TASK INPUTS Block Start
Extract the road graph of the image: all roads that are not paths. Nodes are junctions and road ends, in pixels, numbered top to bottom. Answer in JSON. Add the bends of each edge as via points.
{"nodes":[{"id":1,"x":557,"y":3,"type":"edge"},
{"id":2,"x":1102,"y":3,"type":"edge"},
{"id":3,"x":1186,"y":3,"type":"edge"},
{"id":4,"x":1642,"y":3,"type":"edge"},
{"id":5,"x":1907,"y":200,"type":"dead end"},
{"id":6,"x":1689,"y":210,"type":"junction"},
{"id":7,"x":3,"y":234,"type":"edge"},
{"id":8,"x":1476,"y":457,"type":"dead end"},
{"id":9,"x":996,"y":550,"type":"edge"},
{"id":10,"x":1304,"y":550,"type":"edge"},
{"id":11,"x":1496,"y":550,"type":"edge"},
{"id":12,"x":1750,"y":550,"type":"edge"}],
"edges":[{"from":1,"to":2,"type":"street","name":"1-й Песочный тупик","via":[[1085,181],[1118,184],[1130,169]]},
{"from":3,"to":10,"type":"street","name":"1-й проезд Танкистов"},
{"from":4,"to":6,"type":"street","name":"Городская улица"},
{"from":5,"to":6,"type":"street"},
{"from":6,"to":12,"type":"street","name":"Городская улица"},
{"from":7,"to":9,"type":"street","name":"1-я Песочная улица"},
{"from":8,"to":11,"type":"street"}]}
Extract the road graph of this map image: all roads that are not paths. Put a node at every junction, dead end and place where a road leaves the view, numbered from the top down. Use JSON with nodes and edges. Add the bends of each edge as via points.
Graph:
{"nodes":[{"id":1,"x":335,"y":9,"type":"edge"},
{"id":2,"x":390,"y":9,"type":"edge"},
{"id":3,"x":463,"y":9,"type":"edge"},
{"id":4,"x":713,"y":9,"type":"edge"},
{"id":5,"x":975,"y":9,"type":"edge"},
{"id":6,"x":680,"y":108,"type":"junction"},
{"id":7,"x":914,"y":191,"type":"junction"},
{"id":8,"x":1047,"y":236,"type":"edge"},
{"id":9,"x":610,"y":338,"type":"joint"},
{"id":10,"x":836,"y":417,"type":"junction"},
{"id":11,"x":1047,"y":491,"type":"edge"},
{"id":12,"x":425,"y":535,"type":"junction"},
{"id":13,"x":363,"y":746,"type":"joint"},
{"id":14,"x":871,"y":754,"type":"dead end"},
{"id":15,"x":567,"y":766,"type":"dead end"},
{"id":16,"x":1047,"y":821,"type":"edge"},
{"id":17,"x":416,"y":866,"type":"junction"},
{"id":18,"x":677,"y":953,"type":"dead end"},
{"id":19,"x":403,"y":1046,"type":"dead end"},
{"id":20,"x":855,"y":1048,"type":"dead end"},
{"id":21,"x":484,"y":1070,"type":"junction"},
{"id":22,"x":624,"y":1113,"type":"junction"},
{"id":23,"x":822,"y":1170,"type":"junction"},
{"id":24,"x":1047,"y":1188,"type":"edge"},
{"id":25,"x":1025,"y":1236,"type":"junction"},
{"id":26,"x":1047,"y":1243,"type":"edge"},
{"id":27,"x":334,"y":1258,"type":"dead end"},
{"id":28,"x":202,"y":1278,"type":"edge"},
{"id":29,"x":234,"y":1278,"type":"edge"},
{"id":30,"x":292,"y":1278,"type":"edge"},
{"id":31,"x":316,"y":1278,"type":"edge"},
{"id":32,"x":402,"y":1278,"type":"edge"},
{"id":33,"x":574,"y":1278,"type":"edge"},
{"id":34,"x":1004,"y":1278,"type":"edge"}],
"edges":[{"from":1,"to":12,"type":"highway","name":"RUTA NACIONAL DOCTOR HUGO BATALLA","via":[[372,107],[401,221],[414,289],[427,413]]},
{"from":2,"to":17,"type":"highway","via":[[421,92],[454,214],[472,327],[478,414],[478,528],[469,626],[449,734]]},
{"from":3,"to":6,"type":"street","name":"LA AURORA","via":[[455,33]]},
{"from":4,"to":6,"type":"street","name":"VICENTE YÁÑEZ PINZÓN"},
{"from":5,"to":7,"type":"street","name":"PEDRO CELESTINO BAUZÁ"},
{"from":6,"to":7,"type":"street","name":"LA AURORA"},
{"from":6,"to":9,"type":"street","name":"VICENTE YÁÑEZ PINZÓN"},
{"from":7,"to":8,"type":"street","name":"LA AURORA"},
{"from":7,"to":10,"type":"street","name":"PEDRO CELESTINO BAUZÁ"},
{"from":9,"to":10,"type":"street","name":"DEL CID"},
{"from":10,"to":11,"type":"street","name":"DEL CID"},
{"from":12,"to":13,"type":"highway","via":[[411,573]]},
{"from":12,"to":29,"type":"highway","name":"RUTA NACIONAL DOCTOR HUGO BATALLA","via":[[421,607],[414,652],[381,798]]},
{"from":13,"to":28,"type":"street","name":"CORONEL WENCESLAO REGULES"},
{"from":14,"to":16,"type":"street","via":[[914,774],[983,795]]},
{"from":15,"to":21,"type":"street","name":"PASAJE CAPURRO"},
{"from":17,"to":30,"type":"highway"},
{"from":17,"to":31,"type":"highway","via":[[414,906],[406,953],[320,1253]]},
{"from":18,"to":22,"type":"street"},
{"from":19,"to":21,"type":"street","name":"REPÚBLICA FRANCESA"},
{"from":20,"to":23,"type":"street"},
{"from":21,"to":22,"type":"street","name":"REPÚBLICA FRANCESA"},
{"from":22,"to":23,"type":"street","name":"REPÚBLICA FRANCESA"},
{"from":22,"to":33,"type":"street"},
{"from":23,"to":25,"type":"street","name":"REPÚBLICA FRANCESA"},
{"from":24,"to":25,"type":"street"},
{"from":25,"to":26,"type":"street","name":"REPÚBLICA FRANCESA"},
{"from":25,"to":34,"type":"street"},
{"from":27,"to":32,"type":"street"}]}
TASK INPUTS Block End
### EXERCISE
Among the lines of the preceding data, which ones hold the word "CELESTINO"? List them.

### SOLVED EXERCISE
{"from":5,"to":7,"type":"street","name":"PEDRO CELESTINO BAUZÁ"},
{"from":7,"to":10,"type":"street","name":"PEDRO CELESTINO BAUZÁ"},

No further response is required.